(Stored items)

━━━━━━

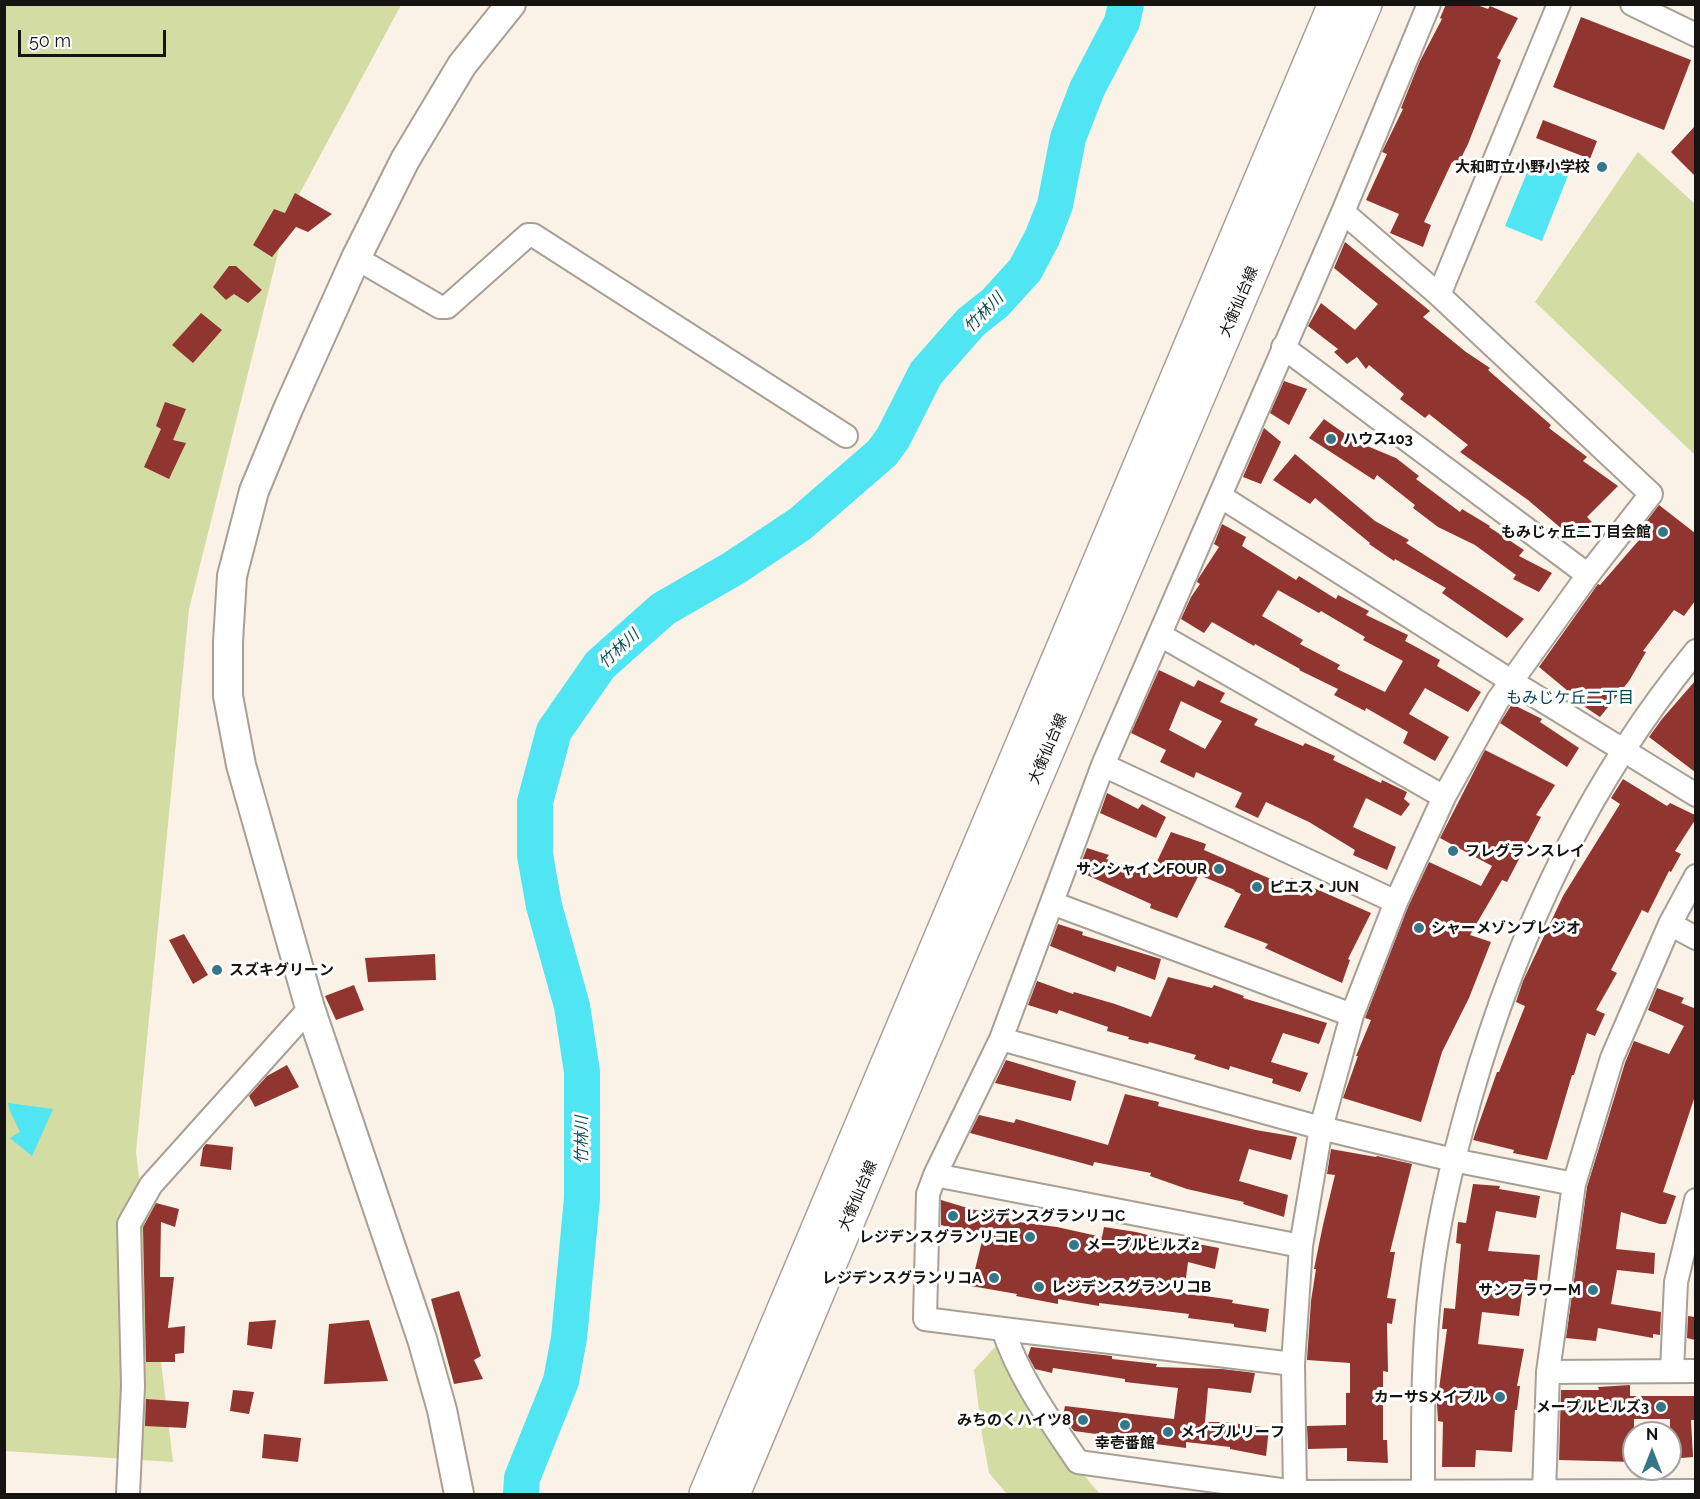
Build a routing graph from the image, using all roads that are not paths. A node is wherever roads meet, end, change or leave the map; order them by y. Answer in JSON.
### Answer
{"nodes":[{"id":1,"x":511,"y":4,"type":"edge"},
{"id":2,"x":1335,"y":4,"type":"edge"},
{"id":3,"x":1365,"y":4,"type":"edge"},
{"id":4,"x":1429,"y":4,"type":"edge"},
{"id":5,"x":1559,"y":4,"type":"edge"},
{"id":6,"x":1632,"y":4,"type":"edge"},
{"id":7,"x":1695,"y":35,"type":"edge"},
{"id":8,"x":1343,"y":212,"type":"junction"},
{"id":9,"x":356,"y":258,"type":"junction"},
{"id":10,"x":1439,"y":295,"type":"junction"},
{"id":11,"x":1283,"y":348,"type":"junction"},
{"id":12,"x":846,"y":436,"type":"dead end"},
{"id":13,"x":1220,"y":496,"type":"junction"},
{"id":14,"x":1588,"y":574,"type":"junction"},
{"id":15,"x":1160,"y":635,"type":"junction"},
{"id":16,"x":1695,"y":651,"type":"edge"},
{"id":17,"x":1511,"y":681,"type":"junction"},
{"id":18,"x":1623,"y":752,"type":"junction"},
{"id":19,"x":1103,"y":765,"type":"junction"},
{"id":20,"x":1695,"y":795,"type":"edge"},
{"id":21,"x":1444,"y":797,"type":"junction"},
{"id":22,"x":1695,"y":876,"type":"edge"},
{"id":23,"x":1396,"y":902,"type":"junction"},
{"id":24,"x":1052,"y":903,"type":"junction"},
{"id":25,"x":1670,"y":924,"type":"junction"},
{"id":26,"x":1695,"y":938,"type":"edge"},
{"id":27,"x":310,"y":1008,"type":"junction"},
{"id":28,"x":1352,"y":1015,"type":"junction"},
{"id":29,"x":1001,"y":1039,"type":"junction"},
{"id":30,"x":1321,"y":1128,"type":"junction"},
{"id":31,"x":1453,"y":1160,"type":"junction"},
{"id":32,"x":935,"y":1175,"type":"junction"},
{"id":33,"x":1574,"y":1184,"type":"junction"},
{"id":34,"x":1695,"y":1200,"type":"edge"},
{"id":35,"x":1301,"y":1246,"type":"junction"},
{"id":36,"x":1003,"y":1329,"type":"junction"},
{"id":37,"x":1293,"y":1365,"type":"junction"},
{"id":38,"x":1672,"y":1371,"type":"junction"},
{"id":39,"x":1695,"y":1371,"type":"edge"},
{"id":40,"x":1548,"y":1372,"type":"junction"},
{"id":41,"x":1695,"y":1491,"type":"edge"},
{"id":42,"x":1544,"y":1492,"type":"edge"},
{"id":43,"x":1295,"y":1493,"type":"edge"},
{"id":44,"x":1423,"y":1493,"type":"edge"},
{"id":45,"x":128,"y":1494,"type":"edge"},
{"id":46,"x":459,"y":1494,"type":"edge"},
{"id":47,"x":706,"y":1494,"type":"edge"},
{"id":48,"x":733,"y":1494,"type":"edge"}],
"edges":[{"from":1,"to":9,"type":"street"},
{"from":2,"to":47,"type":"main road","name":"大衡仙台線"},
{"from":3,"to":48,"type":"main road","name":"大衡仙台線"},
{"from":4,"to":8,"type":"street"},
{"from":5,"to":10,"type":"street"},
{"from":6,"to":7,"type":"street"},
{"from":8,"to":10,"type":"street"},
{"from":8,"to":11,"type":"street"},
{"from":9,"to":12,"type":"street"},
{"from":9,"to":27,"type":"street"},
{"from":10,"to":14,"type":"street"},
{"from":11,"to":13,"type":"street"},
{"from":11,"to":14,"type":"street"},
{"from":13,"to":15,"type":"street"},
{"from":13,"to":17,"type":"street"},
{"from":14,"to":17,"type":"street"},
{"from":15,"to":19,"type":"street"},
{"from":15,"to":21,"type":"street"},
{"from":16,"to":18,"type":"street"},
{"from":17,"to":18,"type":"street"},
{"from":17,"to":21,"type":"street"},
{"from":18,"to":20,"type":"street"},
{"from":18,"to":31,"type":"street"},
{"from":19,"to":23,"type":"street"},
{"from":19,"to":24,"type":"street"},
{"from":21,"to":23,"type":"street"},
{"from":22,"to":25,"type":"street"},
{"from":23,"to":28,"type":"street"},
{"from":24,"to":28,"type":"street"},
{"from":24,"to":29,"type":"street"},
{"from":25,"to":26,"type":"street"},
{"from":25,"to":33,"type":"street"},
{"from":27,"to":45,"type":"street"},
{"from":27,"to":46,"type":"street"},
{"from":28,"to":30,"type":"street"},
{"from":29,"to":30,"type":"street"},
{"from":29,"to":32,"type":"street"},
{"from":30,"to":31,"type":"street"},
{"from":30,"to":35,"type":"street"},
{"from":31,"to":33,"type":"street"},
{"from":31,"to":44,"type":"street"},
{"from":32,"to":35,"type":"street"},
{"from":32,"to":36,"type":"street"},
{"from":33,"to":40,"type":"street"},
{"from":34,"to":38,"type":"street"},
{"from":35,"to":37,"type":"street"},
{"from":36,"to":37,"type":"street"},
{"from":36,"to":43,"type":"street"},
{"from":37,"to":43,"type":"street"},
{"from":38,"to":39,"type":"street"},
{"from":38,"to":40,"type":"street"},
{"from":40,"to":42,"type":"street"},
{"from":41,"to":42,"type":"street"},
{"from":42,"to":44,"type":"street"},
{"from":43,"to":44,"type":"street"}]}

━━━━━━

WORK INSTRUCTION - Identify each line in the records above containing the word "main"; copy those lines.

SOLVED EXERCISE -
{"from":2,"to":47,"type":"main road","name":"大衡仙台線"},
{"from":3,"to":48,"type":"main road","name":"大衡仙台線"},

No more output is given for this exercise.